The more we learn about the world, the more we learn not to trust organizations and brands.
So Volkswagen created a clever software algorithm that could understand when a diesel engine was being tested and would falsify the data. And seemingly this is standard practice in the car industry. At the same time as Volkswagen was spewing out noxious fumes at 40 times more than its advertised limit, it was aggressively pushing its eco-friendly credentials. Just like BP did when it changed its logo to green and advertised that it was going ‘beyond petroleum” at the very time it was divesting its alternative energy assets. Brands must truly think they can advertise day as night and night as day because customers are emotional idiots.
Customers are idiots. Customers are emotional, and are driven by instincts that they neither understand nor control. And too many brands have preyed on these human weaknesses. There are consequences, though. Because of the web, customers are becoming less idiotic and better educated. And the more aware customers become, the more cynical they become. And the less they trust.
“Decades ago, a company’s market value was nearly equivalent to its tangible assets — buildings, machinery, materials, financial capital and so on,” writes Andrew Winston for Harvard Business Review. “In 1975 intangible assets were just 17 percent of the market value of the S&P 500. But today those proportions are flipped: intangible assets now make up 84 percent of the market value of the S&P 500.”
Trust is one of the key intangible assets. However, as the importance of trust to a brand’s value has grown dramatically, the reservoir of trust in society is shrinking at an alarming rate.
“In 1986, almost 80 percent of US car buyers bought the same car as their household had historically owned,” according to CNW Research. “By 2009, that figure had dropped to just over 20 percent.” According to DrivingSales, “Ninety-nine of 100 automotive shoppers begin their purchase journey expecting it to be a 'hassle' driven in large part by their experience, and that of friends/family, with retailers seeking to control the buying process to the retailer's objectives.” However, despite all that, more people trust car salespeople than trust members of the US Congress. Trust in religion is in decline. Trust in the media is at an all-time low.

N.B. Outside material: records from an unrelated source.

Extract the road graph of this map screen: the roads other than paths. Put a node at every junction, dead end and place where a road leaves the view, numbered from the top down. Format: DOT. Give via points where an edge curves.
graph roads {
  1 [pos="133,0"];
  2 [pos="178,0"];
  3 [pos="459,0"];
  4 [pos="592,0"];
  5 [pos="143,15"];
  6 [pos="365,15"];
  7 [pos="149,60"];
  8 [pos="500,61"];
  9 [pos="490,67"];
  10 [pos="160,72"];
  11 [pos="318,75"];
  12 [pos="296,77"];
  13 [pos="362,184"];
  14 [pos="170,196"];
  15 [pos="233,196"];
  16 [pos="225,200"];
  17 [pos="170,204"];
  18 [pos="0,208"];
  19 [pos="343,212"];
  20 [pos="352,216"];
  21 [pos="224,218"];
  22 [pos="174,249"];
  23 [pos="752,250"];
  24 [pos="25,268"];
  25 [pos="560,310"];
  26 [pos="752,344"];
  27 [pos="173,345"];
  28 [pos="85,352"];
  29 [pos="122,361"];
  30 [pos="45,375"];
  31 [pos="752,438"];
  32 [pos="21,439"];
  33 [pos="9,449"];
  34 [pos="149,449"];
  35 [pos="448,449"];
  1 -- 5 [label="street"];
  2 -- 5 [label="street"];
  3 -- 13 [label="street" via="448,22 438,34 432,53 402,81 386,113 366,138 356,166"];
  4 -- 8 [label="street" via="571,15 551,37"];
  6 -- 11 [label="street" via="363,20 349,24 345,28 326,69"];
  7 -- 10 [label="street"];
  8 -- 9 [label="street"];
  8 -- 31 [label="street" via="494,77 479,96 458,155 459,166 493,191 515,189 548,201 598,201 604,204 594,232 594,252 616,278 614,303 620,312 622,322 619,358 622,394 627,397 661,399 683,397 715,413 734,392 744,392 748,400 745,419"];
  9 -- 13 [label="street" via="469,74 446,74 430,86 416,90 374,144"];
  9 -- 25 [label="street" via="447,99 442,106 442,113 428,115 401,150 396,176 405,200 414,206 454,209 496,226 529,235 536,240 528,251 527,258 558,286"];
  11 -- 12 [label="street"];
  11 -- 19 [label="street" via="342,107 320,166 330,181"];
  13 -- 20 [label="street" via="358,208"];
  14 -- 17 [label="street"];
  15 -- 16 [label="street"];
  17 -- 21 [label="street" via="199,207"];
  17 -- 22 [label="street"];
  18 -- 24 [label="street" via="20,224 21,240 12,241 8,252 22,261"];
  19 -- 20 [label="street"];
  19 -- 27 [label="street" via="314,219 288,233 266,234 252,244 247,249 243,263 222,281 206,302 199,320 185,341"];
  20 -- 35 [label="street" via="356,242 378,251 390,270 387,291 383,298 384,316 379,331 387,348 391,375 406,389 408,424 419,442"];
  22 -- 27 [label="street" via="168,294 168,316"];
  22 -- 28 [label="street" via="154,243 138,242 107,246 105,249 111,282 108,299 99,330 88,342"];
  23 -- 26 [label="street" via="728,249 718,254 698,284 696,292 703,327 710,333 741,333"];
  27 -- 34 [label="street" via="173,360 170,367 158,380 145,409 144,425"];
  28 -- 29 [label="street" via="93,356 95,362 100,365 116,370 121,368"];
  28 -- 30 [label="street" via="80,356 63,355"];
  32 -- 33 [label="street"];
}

One response by brands to this collapse in trust is ‘native advertising.’ They know that their traditional marketing and advertising is increasingly seen as untrustworthy, so their response is to create ads that pretend to be editorial content. That’s exactly what Volkswagen did as it ‘sponsored’ content stating "how diesel was re-engineered," and how it had become “cleaner and more future forward.” And it placed this content in Wired magazine for the gullible to read and believe.
A consequence of untrustworthy brands is growing disloyalty and switching. Brands and organizations in general will become less and less listened to even when they have something valuable to say. The best way to re-establish trust is not through marketing and advertising, but rather through being trustworthy.